Dia sangat bangga, mengiangat Dokter Mila selalu memuji keberhasilan Leo yang sembuh dalam waktu cepat. Mengingat dirinya adalah pecandu yang terbilang lama. Namun kemauan dan tekat yang kuat dia miliki membuat semuanya terasa mudah.

Tin!!

Leo terhentak lantaran terkejut karena klakson mobil. Serin menunggu di dalam mobil.

"Kita mau pulang loh San," ajak Serin yang entah sejak kapan sudah duduk di balik kemudi.

"Iya." Leo lantas masuk dan duduk mengisi sisi tempat di sebelah kemudi.

"Pulang atau mampir dulu?"

"Mampir kemana?"

"Kemana tempat yang mau kamu kunjungi," tawar Serin lalu menyalakan mesin mobil.

"Nggak ada. Aku mau pulang saja. Karena besok aku nggak sabar buat sekolah.

"Okey. Permintaan tuan putri segera di laksanakan."

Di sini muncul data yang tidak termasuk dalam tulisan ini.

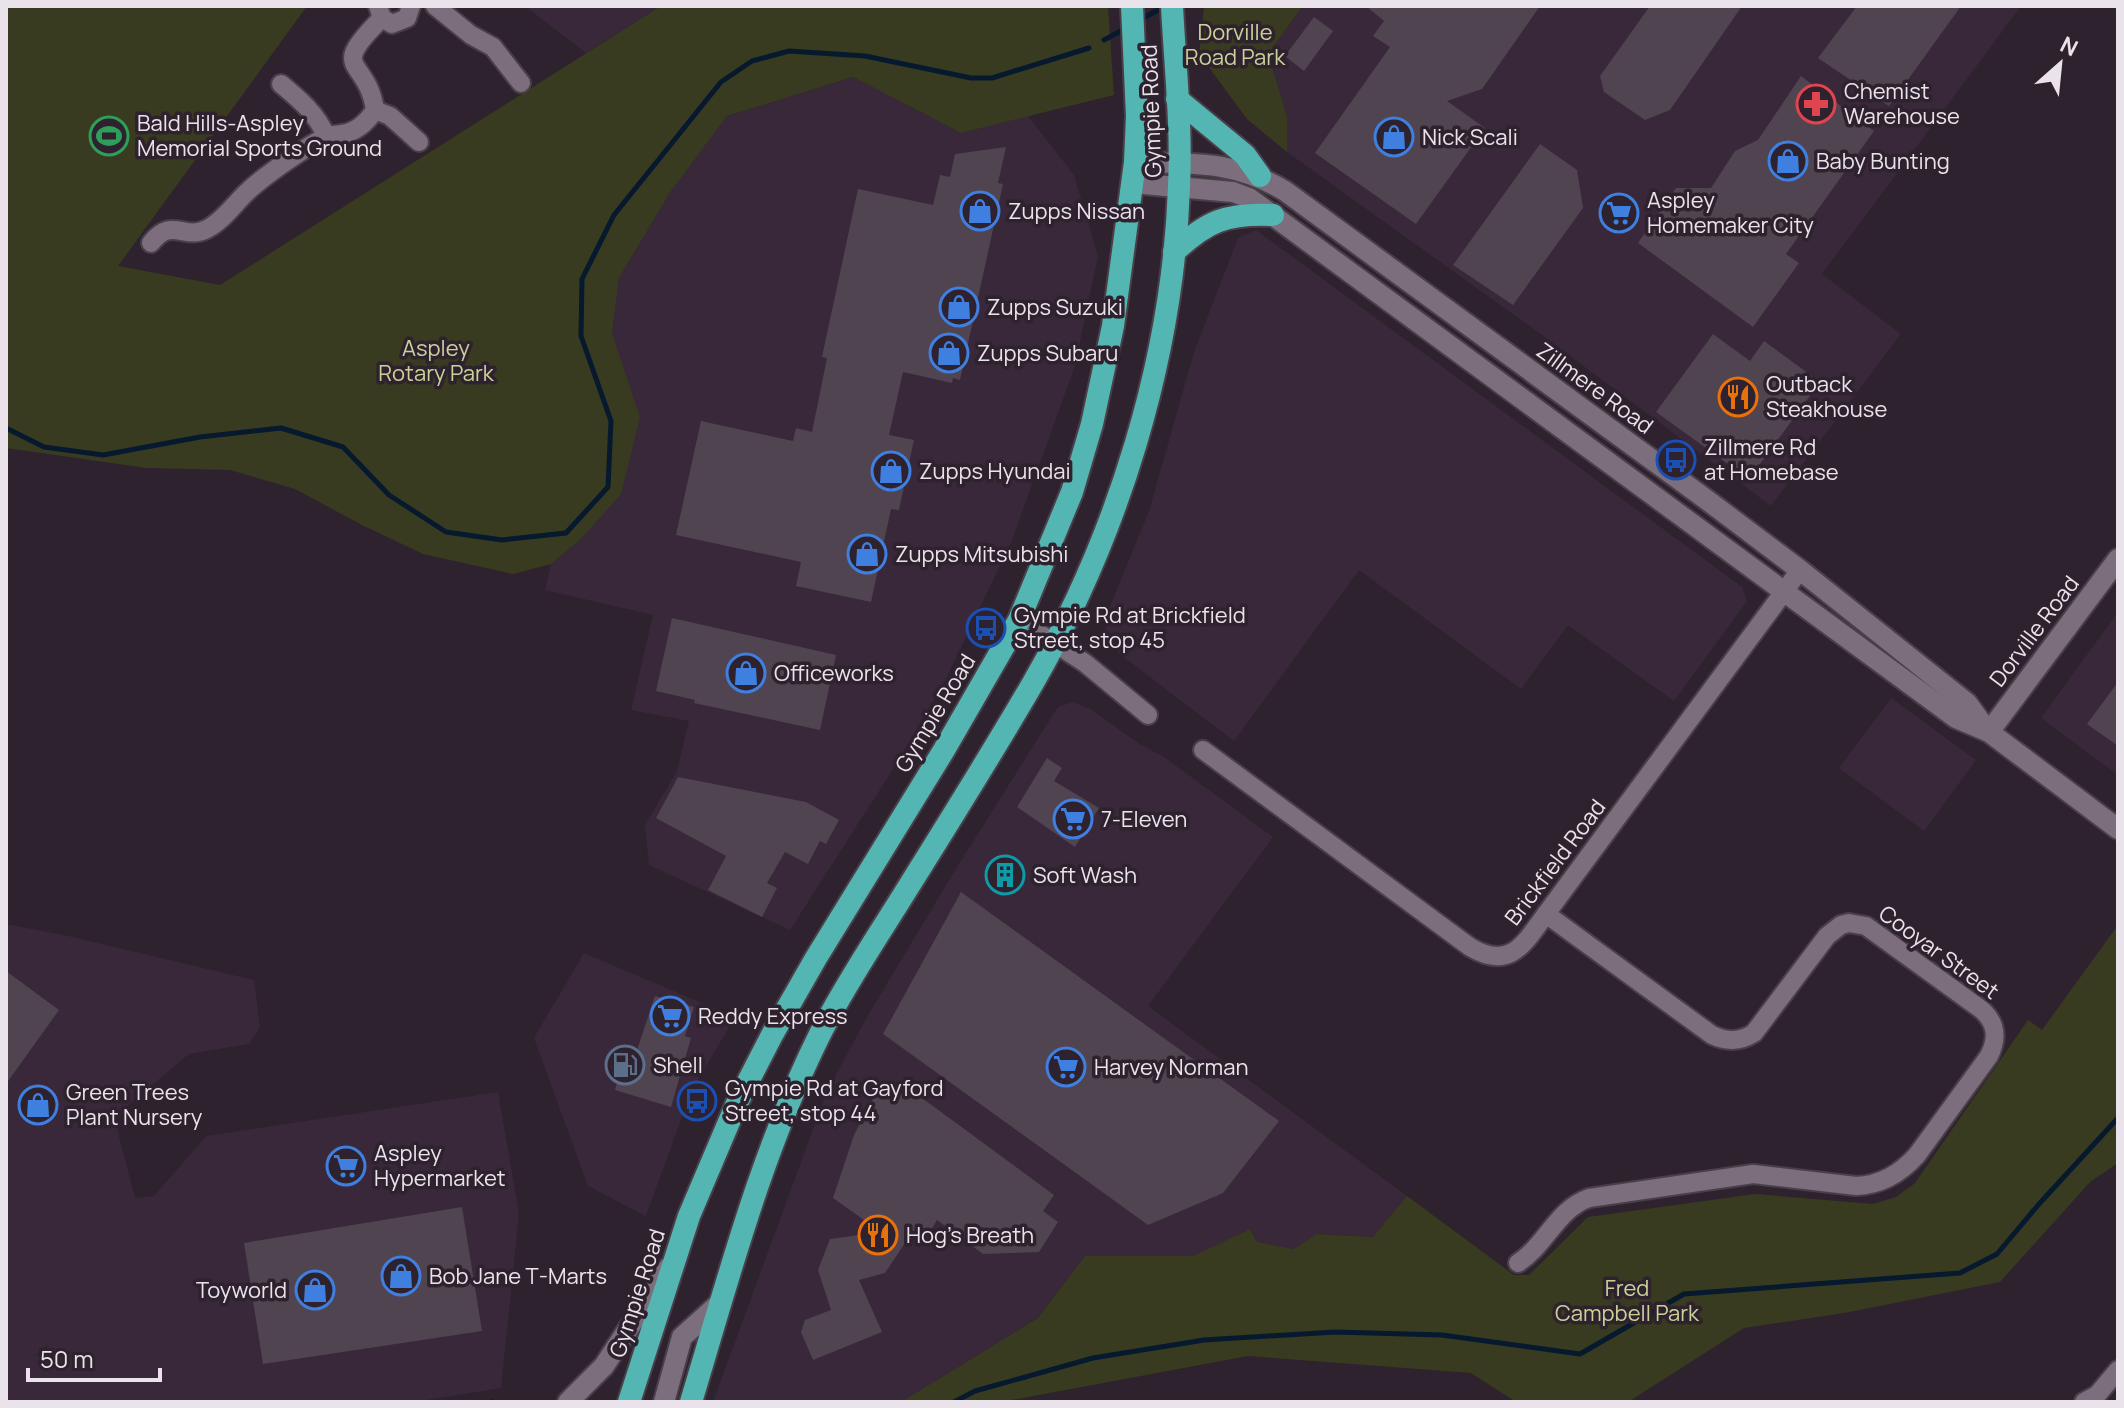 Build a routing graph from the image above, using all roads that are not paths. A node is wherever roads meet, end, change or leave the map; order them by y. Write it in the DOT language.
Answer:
graph roads {
  1 [pos="411,6"];
  2 [pos="435,6"];
  3 [pos="1132,6"];
  4 [pos="1172,6"];
  5 [pos="380,12"];
  6 [pos="521,83"];
  7 [pos="281,84"];
  8 [pos="1177,99"];
  9 [pos="375,110"];
  10 [pos="326,136"];
  11 [pos="419,142"];
  12 [pos="1179,164"];
  13 [pos="1133,172"];
  14 [pos="1260,176"];
  15 [pos="1179,188"];
  16 [pos="1273,215"];
  17 [pos="151,243"];
  18 [pos="1174,252"];
  19 [pos="2118,559"];
  20 [pos="1800,570"];
  21 [pos="1784,591"];
  22 [pos="1019,620"];
  23 [pos="1053,644"];
  24 [pos="1148,715"];
  25 [pos="1989,732"];
  26 [pos="1203,750"];
  27 [pos="2118,829"];
  28 [pos="1546,914"];
  29 [pos="674,1259"];
  30 [pos="1518,1263"];
  31 [pos="721,1302"];
  32 [pos="2118,1370"];
  33 [pos="2095,1400"];
  34 [pos="568,1402"];
  35 [pos="629,1402"];
  36 [pos="664,1402"];
  37 [pos="691,1402"];
  1 -- 5 [label="street"];
  2 -- 6 [label="street"];
  3 -- 13 [label="highway, Gympie Road"];
  4 -- 8 [label="highway, Gympie Road"];
  5 -- 9 [label="street"];
  7 -- 10 [label="street"];
  8 -- 12 [label="highway, Gympie Road"];
  8 -- 14 [label="highway"];
  9 -- 10 [label="street"];
  9 -- 11 [label="street"];
  10 -- 17 [label="street"];
  12 -- 13 [label="main road, Zillmere Road"];
  12 -- 14 [label="main road, Zillmere Road"];
  12 -- 15 [label="highway, Gympie Road"];
  13 -- 15 [label="main road, Zillmere Road"];
  13 -- 22 [label="highway, Gympie Road"];
  14 -- 20 [label="main road, Zillmere Road"];
  15 -- 16 [label="main road, Zillmere Road"];
  15 -- 18 [label="highway, Gympie Road"];
  16 -- 18 [label="highway"];
  16 -- 21 [label="main road, Zillmere Road"];
  18 -- 23 [label="highway, Gympie Road"];
  19 -- 25 [label="main road, Dorville Road"];
  20 -- 21 [label="street, Brickfield Road"];
  20 -- 25 [label="main road, Zillmere Road"];
  21 -- 25 [label="main road, Zillmere Road"];
  21 -- 28 [label="street, Brickfield Road"];
  22 -- 23 [label="street"];
  22 -- 29 [label="highway, Gympie Road"];
  23 -- 24 [label="street"];
  23 -- 31 [label="highway, Gympie Road"];
  25 -- 27 [label="main road, Zillmere Road"];
  26 -- 28 [label="street, Brickfield Road"];
  28 -- 30 [label="street, Cooyar Street"];
  29 -- 34 [label="main road"];
  29 -- 35 [label="highway, Gympie Road"];
  31 -- 36 [label="main road"];
  31 -- 37 [label="highway, Gympie Road"];
  32 -- 33 [label="street"];
}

Keduanya tertawa bersama. Terkadang Serin fikir jika Leo akan menjadi sosok yang dingin terhadapnya. Namun sekarang? Serin merasa memiliki anak, yakni Leo.

"San," panggil Serin di sela-sela dirinya menyetir.

"Iya Ma, ada apa?" sahut Leo.

"Ada yang mau Mama omongin.

"Sekarang? Kan bisa di rumah ngomongnya."

"Coba kamu ambil tas Mama dan buka plastik kecil warna hitam."

"Ini," kata Leo meraih tas di atas dasboar.

"Kejutan kah?"

"Liat aja. Kamu jangan kaget ya?"

Antusias Leo membuka plastik hitam itu. Namun ekpresi wajah Leo mulai berubah. Serin hanya melihat anak gadisnya melalui ekor matanya. Serin fikir ini bukan waktu yang tepat.

"Sejak kapan?" tanya Leo datar.

"S-sejak dua bulan yang lalu."

"Oh!"

"San, Mam--"

"YEY! SEBENTAR LAGI GUE JADI KAKAK!!" seru Leo membuka kaca samping.

"Kamu... Nggak marah?"

"Kenapa harus marah."

Ada rasa lega di hati Serin mendengar jawaban Leo. Tidak disangka ternyata Leo justru sangat senang. Berulang kali tespack itu Leo genggam erat. Raut wajahnya sumringah. Tanpa sadar Serin pun senyumnya mengembang.

"Kira-kira mau aku kasih nama siapa ya nanti kalau sudah lahir?"

****

Gita berjalan gontai di koridor dengan pandangan menatap lantai. Banyak pasang mata dan ucapan sumbung telah ia dengar. Hatinya hancur. Dunia seolah bukan tempatnya lagi. Ingin rasanya untuk mengakhiri hidupnya. Baginya, sudah tidak ada lagi yang perduli kepadanya.

Siapa? Tidak ada orang yang tahu isi hatinya, baik senang maupun rasa sedihnya. Leo, sudah hampir delapan bulan tidak bertemu dengannya. Hanya Leo lah yang tahu perasaannya, andai dia ada di sini bersamanya. Mungkin semuanya kan baik-baik saja.

Gita memasuki ruang kelasnya. Sepi, hanya ada beberapa siswa siswi yang duduk bergerombol mengingat sekarang masa-masa akhir sekolah.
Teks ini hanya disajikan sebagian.